For more than 60 years, an American woman preserved a doll which was found among the burnt ruins of Hiroshima in the aftermath of the atomic bombing. The story of a woman holding in mind the tragedy of a war across the ocean has inspired an author of children's literature, Kazu Sashida, 42. Ms. Sashida, a writer based in Saitama Prefecture, near Tokyo, will publish a picture book based on this story.

The doll is now held in storage at Hiroshima Peace Memorial Museum. It is made of fabric and is about the size of an adult's palm. The doll is clothed in a red kimono, with lining, but the sleeves have become worn.

After the war ended, Nancy Meaders, an 81-year-old resident of Texas, received the doll and a letter from a friend, who was an American soldier and was stationed in Hiroshima. The letter said that he found the doll in the burnt-out ruins of Hiroshima. Ms. Meaders, recalling those days, said, "Did the girl who owned this doll run for her life? Did she walk all over the city in search of her mother? I visualized many scenes in my mind and came to feel close to Hiroshima. I thought I should treasure the doll."

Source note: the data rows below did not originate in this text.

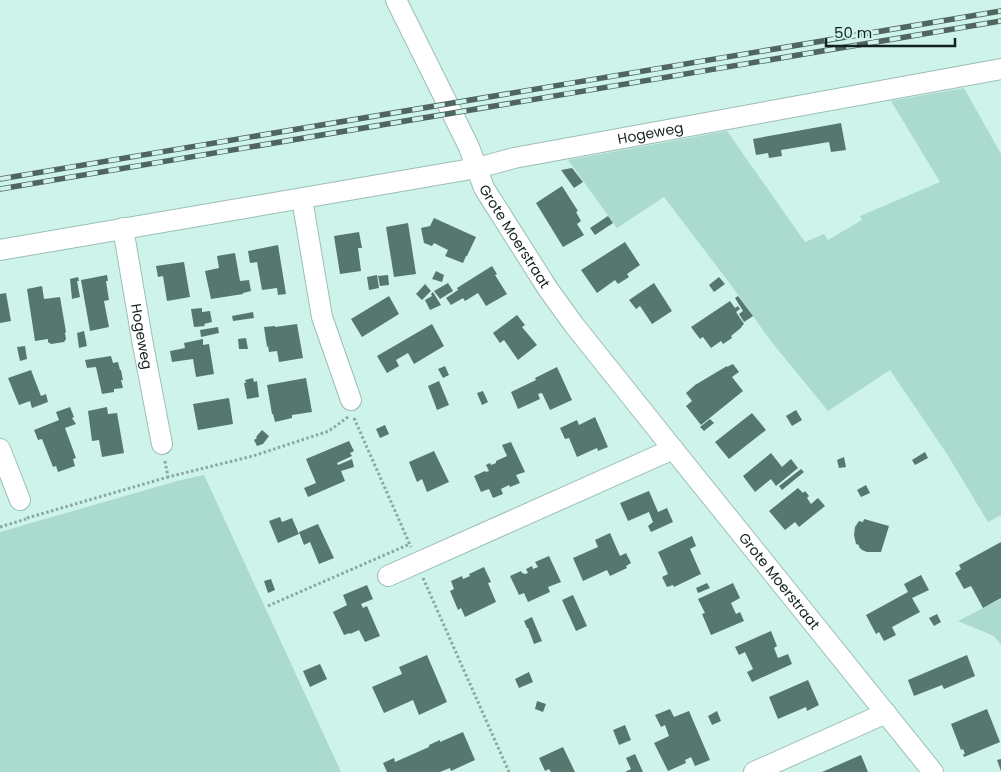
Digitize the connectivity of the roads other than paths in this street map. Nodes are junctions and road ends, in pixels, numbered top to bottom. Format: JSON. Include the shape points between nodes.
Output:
{"nodes":[{"id":1,"x":396,"y":0,"type":"edge"},
{"id":2,"x":1001,"y":69,"type":"edge"},
{"id":3,"x":477,"y":168,"type":"junction"},
{"id":4,"x":302,"y":198,"type":"junction"},
{"id":5,"x":124,"y":228,"type":"junction"},
{"id":6,"x":0,"y":250,"type":"edge"},
{"id":7,"x":351,"y":400,"type":"dead end"},
{"id":8,"x":162,"y":444,"type":"road end"},
{"id":9,"x":0,"y":449,"type":"edge"},
{"id":10,"x":673,"y":449,"type":"junction"},
{"id":11,"x":20,"y":500,"type":"road end"},
{"id":12,"x":388,"y":576,"type":"dead end"},
{"id":13,"x":886,"y":713,"type":"junction"},
{"id":14,"x":754,"y":772,"type":"edge"},
{"id":15,"x":933,"y":772,"type":"edge"}],
"edges":[{"from":1,"to":3,"type":"street","name":"Grote Moerstraat","via":[[470,147]]},
{"from":2,"to":3,"type":"street","name":"Hogeweg","via":[[514,158]]},
{"from":3,"to":4,"type":"street","name":"Hogeweg"},
{"from":3,"to":10,"type":"street","name":"Grote Moerstraat","via":[[484,188],[548,290]]},
{"from":4,"to":5,"type":"street","name":"Hogeweg"},
{"from":4,"to":7,"type":"street","via":[[322,317]]},
{"from":5,"to":6,"type":"street","name":"Hogeweg"},
{"from":5,"to":8,"type":"street","name":"Hogeweg"},
{"from":9,"to":11,"type":"street"},
{"from":10,"to":12,"type":"street"},
{"from":10,"to":13,"type":"street","name":"Grote Moerstraat"},
{"from":13,"to":14,"type":"street"},
{"from":13,"to":15,"type":"street","name":"Grote Moerstraat"}]}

When her children became old enough to understand, she showed the doll to them and told them about the atomic bombing. She kept the doll in a box and had it in her dressing table for many years. But in May 2008 she donated the doll to the museum through her son, hoping that the doll will always be preserved.

Ms. Sashida learned about the doll through the museum's website. "The doll stood out among other items related to the atomic bombing. I wanted to find out why a woman of a country that had been our enemy kept the doll for as long as 60 years." She contacted Ms. Meaders, and the two communicated through email. Ms. Sashida then visited her at home in the United States for an interview this past April. She empathized with Ms. Meader's desire for peace and decided to publish a book.

"War is terrible. The picture book will convey the message that we can get along better with each other," said Ms. Meaders, who is happy about the forthcoming book. Ms. Sashida, who just completed the manuscript, stressed, "By being considerate to others, we can avoid waging war again." After the illustrations are ready, the book will be issued by the publisher Bunken Shuppan around May 2011.